(Collected data entries)
= = = = = = =

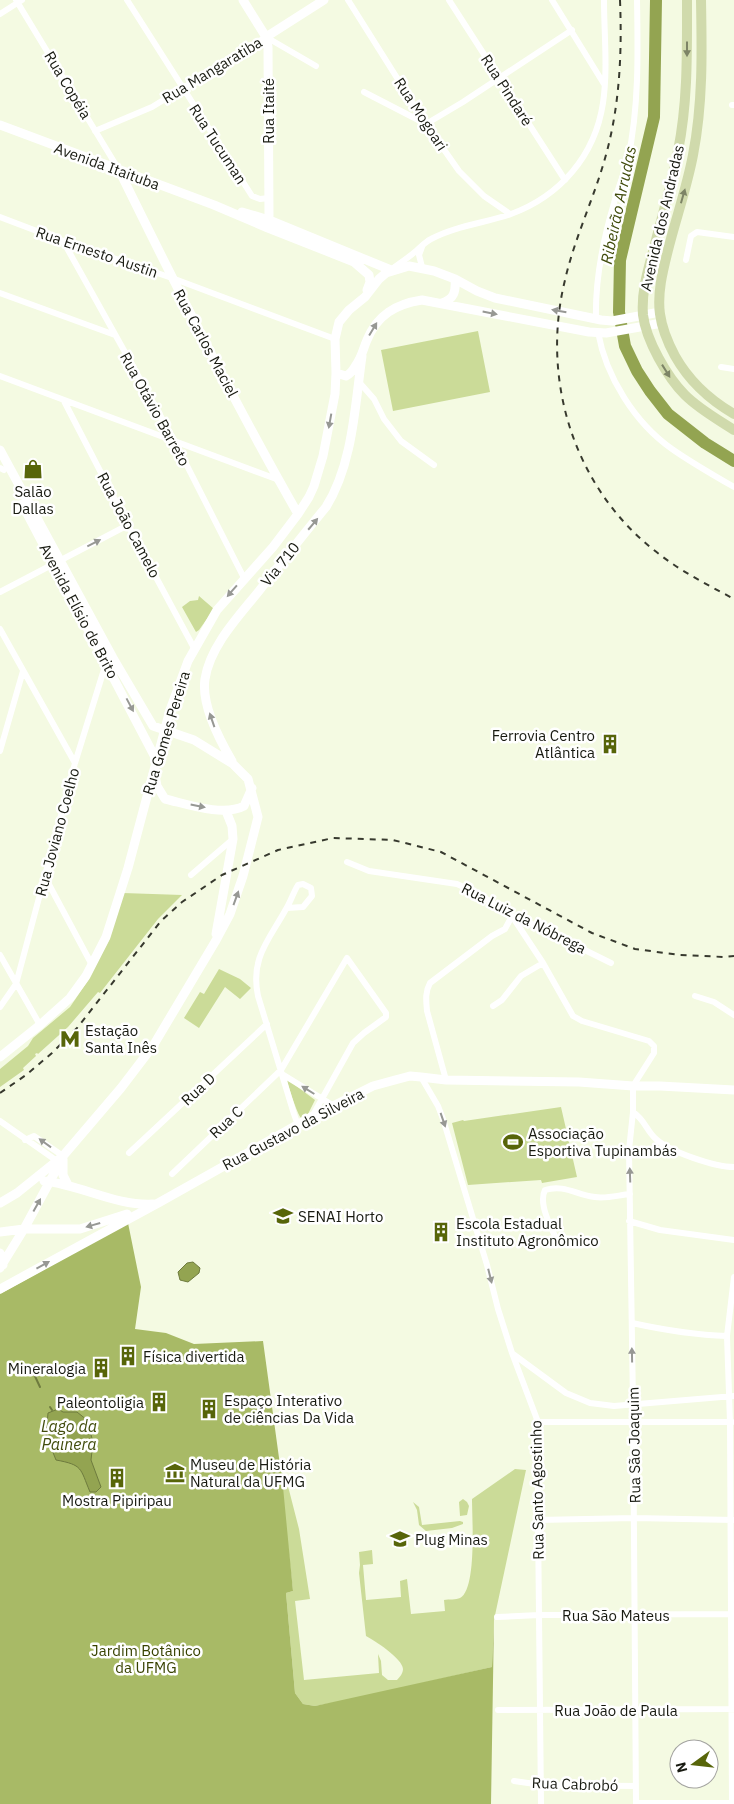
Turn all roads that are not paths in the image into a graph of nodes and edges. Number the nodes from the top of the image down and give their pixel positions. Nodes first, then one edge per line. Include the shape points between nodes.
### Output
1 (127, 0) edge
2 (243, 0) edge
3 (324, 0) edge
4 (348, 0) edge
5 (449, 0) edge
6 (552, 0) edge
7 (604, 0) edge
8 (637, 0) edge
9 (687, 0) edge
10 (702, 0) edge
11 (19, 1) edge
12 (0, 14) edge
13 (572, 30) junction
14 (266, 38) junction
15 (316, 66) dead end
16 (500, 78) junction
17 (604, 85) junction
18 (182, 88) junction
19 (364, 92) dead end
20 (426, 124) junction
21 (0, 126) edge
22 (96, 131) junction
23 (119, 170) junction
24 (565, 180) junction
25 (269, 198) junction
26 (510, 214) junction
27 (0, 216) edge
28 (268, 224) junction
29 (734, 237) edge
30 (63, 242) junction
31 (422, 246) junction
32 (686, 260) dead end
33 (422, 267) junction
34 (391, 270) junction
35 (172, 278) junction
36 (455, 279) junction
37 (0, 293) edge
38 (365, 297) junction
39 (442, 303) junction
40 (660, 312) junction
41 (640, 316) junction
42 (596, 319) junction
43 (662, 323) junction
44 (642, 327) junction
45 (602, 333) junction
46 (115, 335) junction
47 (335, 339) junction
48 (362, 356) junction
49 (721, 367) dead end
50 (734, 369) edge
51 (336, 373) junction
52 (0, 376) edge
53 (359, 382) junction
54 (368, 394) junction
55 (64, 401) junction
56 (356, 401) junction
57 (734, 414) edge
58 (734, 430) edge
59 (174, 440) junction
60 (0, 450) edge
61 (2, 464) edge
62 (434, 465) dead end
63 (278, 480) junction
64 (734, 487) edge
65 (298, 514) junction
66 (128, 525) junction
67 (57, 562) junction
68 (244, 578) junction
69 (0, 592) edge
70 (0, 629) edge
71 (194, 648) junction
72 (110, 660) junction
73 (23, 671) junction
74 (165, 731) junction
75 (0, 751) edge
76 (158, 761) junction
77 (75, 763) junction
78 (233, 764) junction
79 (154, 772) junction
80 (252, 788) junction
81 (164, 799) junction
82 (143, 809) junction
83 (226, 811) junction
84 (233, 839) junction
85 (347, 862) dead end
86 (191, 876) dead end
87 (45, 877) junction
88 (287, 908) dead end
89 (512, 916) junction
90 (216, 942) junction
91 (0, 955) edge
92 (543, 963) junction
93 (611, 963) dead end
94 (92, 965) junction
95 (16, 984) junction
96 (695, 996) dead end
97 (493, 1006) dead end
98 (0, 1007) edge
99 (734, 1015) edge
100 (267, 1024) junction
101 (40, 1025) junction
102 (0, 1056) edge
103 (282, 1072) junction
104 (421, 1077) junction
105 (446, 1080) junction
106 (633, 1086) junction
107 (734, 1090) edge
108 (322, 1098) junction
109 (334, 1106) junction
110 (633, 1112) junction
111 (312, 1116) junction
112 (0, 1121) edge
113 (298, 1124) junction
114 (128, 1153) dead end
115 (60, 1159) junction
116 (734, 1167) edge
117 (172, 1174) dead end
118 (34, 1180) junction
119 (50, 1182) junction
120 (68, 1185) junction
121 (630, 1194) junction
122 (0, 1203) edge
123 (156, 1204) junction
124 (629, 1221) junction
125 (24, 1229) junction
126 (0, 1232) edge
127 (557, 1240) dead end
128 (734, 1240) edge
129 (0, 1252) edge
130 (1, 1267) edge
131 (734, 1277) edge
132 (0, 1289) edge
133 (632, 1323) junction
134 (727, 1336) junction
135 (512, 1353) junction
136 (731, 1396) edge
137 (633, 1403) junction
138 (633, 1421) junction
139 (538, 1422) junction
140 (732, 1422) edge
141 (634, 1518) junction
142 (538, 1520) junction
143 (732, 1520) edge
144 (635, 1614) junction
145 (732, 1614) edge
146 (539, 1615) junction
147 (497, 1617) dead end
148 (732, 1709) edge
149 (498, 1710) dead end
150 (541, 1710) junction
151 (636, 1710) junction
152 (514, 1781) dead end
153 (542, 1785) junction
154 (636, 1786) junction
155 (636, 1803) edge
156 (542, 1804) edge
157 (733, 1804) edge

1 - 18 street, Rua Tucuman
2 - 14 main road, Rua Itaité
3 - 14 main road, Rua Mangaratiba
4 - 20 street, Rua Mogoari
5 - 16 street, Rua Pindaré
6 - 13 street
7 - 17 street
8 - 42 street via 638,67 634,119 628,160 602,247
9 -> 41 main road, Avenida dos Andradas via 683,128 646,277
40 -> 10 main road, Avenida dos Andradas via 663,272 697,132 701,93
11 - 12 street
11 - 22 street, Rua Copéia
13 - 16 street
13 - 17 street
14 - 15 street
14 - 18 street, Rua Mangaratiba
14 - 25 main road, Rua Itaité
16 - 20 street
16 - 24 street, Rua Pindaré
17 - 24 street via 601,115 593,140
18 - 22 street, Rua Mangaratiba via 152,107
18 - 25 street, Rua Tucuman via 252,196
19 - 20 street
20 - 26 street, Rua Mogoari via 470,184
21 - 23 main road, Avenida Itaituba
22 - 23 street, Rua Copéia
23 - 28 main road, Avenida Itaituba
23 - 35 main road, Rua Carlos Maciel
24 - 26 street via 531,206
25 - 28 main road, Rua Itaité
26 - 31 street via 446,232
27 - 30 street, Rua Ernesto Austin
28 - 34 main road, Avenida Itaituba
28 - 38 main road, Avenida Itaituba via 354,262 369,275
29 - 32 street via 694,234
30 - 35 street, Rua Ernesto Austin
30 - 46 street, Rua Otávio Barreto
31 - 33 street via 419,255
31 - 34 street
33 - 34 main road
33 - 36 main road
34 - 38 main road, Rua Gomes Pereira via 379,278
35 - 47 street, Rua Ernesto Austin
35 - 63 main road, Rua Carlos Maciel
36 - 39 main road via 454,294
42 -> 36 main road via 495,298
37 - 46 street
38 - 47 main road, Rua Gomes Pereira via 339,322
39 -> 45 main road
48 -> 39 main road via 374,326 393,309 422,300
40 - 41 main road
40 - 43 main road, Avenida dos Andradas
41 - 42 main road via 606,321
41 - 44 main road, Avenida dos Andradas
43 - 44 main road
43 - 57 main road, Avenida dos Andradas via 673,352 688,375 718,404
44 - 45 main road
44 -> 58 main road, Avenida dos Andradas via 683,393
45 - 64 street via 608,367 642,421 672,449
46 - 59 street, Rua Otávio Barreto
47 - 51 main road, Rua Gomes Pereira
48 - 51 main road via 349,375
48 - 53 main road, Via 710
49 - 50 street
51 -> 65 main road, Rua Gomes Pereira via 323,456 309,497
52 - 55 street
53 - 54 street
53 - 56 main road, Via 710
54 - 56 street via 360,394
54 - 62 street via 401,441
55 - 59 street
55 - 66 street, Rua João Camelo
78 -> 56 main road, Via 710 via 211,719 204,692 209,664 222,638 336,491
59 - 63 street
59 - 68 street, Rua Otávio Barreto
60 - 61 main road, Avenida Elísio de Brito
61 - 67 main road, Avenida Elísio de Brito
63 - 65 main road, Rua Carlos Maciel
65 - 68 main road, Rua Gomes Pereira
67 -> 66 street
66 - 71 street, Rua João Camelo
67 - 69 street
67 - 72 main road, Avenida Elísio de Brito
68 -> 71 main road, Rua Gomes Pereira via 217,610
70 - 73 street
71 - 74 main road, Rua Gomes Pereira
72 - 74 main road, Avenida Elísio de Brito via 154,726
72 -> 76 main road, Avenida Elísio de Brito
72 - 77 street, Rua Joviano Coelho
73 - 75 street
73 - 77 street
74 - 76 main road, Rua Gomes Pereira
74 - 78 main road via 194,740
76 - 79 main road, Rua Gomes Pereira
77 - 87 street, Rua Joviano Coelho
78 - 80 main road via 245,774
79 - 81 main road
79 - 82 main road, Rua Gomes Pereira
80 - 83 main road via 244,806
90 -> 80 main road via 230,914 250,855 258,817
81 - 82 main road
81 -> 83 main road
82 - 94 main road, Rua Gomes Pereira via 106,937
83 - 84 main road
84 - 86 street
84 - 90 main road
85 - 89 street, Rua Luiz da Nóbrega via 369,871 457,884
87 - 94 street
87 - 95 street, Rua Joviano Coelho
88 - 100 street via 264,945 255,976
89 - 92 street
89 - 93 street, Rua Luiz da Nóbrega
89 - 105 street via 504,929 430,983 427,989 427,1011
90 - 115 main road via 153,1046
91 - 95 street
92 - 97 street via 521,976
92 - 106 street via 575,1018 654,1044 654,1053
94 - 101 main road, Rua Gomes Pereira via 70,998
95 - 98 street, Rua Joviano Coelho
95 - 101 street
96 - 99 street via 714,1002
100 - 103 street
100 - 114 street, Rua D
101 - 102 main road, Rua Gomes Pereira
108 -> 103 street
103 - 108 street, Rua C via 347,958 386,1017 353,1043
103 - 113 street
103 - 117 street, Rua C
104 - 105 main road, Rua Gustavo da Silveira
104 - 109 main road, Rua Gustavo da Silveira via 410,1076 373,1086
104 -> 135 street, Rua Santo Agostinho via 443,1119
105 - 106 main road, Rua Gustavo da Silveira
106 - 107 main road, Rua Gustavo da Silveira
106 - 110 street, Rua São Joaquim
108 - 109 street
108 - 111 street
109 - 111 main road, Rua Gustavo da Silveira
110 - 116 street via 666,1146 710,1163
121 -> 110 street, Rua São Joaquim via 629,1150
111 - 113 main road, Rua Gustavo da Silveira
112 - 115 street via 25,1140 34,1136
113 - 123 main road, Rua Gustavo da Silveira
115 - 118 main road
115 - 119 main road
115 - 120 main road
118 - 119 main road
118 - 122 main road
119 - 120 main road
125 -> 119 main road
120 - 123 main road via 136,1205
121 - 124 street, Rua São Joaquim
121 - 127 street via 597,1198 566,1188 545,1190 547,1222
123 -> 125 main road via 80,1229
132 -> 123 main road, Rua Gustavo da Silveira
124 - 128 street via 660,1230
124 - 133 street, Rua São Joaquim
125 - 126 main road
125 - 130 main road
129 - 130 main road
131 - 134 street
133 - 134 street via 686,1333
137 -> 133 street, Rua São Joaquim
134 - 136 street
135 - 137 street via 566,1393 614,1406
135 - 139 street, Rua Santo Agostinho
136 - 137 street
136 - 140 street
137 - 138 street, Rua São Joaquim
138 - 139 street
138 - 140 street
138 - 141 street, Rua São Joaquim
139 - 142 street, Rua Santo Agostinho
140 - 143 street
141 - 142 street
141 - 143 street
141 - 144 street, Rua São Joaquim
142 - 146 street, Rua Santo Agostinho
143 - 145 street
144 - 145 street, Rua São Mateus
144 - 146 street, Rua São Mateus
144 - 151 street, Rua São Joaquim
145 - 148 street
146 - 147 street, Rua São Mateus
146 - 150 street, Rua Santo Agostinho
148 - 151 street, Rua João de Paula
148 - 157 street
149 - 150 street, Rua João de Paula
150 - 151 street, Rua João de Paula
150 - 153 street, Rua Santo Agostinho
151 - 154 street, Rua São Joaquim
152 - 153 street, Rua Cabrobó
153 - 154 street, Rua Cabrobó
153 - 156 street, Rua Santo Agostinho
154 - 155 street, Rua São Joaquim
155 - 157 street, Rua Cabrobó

= = = = = = =

• _Work required_
All lines that contain the word "Barreto" must be copied from the records above.

• _Response to the task_
30 - 46 street, Rua Otávio Barreto
46 - 59 street, Rua Otávio Barreto
59 - 68 street, Rua Otávio Barreto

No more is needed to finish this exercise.